Work order:
Look for the string "blur" in the data below, and copy each line that holds it.

Data excerpts:
_____
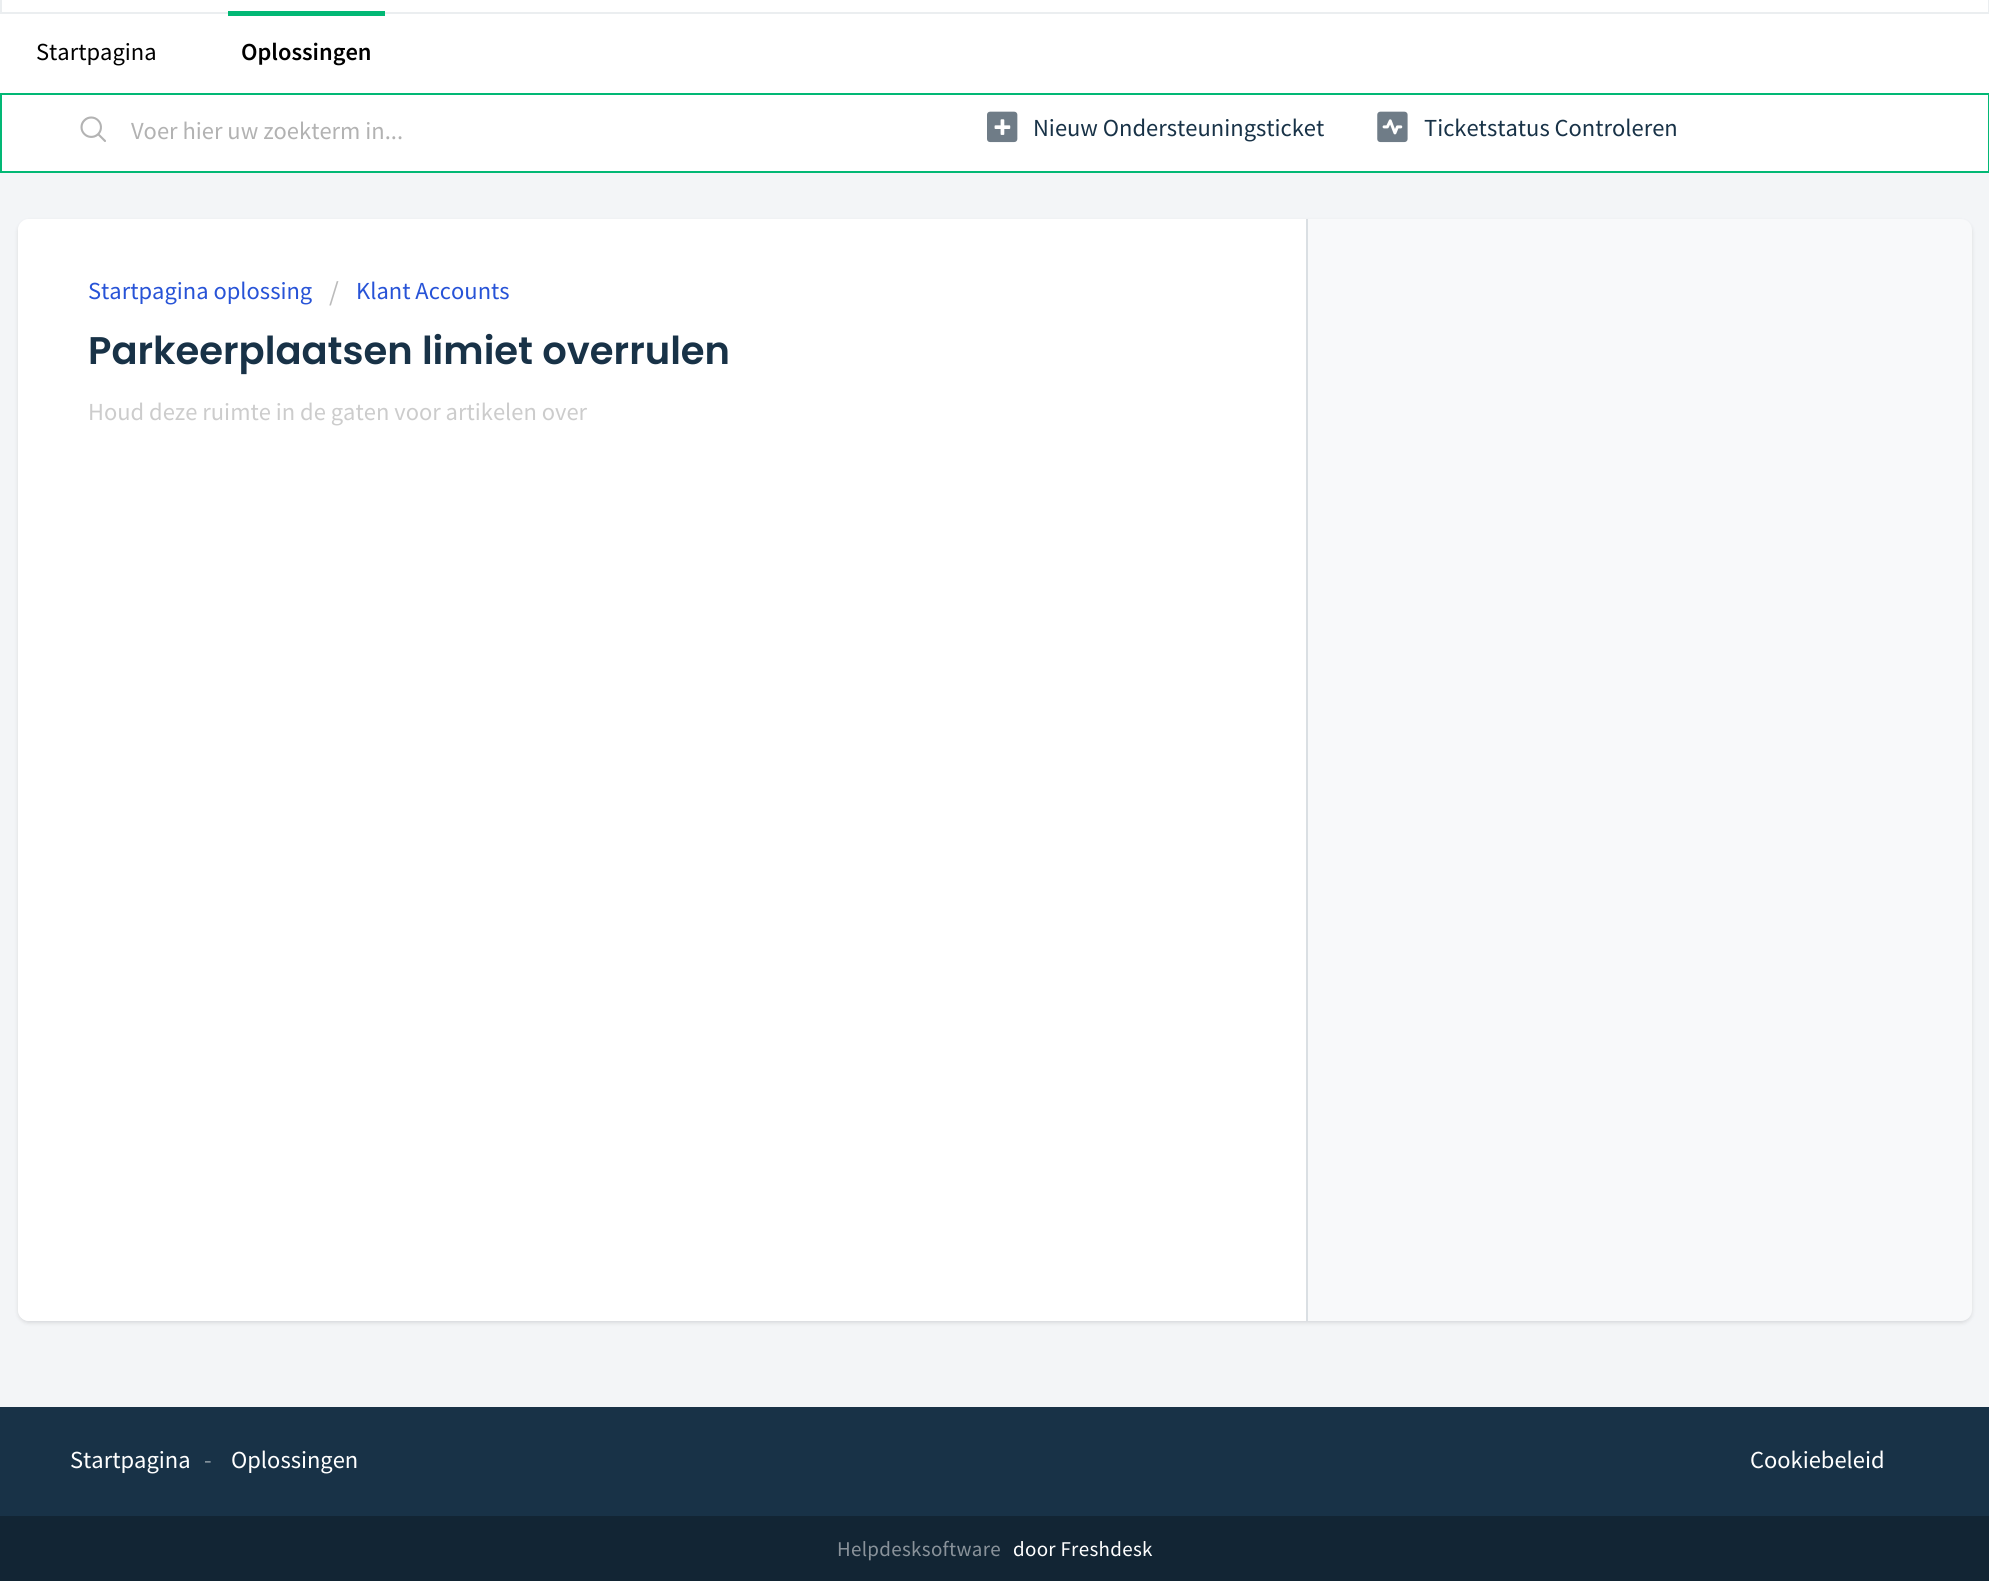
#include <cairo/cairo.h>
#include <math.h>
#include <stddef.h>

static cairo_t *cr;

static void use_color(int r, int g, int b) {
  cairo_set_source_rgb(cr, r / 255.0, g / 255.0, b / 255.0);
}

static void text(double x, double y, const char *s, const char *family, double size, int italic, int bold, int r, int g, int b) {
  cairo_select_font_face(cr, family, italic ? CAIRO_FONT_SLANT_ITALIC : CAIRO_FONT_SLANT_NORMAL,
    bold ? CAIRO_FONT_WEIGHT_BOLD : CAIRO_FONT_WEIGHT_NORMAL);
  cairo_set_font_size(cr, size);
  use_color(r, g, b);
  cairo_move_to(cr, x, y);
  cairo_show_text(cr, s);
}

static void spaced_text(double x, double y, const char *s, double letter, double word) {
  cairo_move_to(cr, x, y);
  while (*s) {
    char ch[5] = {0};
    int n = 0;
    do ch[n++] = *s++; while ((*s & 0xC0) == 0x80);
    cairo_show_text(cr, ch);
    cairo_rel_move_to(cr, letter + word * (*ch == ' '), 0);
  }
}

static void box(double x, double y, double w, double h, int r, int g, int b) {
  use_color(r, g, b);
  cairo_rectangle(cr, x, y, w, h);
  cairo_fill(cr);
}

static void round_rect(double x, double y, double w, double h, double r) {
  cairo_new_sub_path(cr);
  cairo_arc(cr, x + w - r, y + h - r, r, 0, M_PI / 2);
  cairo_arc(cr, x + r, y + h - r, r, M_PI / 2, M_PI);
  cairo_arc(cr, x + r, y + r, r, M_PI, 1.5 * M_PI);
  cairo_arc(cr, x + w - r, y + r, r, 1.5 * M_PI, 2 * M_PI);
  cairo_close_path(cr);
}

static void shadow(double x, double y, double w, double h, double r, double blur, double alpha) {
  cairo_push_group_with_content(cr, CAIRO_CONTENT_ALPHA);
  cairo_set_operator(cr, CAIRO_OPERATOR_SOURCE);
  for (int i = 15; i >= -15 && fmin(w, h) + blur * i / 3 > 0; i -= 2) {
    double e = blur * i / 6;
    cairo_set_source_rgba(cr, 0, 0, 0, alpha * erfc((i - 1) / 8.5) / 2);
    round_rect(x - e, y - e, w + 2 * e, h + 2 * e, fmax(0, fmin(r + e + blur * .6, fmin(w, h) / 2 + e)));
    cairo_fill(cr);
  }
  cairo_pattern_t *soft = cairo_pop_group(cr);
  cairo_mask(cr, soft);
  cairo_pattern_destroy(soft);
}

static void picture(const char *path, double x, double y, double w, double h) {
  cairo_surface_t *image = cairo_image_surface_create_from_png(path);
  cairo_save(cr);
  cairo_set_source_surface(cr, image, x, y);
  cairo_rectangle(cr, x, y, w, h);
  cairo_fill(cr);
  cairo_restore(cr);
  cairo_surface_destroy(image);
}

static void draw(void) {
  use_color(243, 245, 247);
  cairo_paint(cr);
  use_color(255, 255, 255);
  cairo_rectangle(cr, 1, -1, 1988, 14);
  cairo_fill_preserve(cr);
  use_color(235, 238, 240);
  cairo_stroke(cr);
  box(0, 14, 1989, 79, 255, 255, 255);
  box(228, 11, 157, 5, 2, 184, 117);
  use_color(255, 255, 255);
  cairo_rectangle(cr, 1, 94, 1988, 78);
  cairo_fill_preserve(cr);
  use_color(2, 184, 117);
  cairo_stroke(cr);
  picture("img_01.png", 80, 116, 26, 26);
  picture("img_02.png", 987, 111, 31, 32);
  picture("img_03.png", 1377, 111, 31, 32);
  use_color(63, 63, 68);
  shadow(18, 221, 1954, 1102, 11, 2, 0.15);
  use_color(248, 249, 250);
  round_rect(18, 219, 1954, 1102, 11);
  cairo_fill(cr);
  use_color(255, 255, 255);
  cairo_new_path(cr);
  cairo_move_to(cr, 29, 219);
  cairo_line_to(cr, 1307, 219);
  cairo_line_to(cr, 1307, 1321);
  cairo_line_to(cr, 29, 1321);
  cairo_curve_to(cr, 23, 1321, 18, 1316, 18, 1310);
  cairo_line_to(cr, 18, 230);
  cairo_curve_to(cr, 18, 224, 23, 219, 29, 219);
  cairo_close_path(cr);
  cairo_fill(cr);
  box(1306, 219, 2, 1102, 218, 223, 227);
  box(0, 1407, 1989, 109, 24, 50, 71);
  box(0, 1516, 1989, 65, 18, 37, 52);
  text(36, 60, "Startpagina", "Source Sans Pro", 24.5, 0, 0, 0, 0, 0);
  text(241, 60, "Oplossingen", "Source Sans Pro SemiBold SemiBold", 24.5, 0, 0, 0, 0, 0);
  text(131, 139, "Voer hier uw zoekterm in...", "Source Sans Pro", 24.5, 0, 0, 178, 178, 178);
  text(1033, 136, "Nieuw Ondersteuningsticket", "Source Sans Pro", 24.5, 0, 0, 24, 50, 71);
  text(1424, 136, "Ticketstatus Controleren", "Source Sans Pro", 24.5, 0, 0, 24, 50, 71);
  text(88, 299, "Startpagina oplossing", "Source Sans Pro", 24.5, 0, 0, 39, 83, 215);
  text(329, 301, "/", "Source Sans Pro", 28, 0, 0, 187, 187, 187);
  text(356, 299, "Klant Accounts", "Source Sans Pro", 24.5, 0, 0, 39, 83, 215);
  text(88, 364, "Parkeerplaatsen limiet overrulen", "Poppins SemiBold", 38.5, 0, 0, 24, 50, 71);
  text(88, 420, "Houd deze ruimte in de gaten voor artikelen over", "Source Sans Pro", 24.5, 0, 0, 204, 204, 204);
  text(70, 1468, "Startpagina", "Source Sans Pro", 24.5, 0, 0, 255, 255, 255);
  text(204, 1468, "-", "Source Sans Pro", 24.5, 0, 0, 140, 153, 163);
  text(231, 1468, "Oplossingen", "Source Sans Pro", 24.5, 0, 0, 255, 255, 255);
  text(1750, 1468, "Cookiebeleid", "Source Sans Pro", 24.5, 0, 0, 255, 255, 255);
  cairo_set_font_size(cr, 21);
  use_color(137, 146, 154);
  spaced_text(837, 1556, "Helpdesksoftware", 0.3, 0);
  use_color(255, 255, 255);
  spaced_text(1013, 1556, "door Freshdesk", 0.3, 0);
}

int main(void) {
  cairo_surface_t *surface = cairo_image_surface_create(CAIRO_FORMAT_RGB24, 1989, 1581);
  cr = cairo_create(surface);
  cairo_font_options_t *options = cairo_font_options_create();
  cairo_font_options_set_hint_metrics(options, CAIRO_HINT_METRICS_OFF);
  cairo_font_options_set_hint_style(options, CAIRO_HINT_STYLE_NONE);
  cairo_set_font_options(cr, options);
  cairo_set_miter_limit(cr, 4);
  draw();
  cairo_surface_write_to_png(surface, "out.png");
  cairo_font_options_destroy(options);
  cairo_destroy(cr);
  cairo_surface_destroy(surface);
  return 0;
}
_____
Exercise output:
static void shadow(double x, double y, double w, double h, double r, double blur, double alpha) {
  for (int i = 15; i >= -15 && fmin(w, h) + blur * i / 3 > 0; i -= 2) {
    double e = blur * i / 6;
    round_rect(x - e, y - e, w + 2 * e, h + 2 * e, fmax(0, fmin(r + e + blur * .6, fmin(w, h) / 2 + e)));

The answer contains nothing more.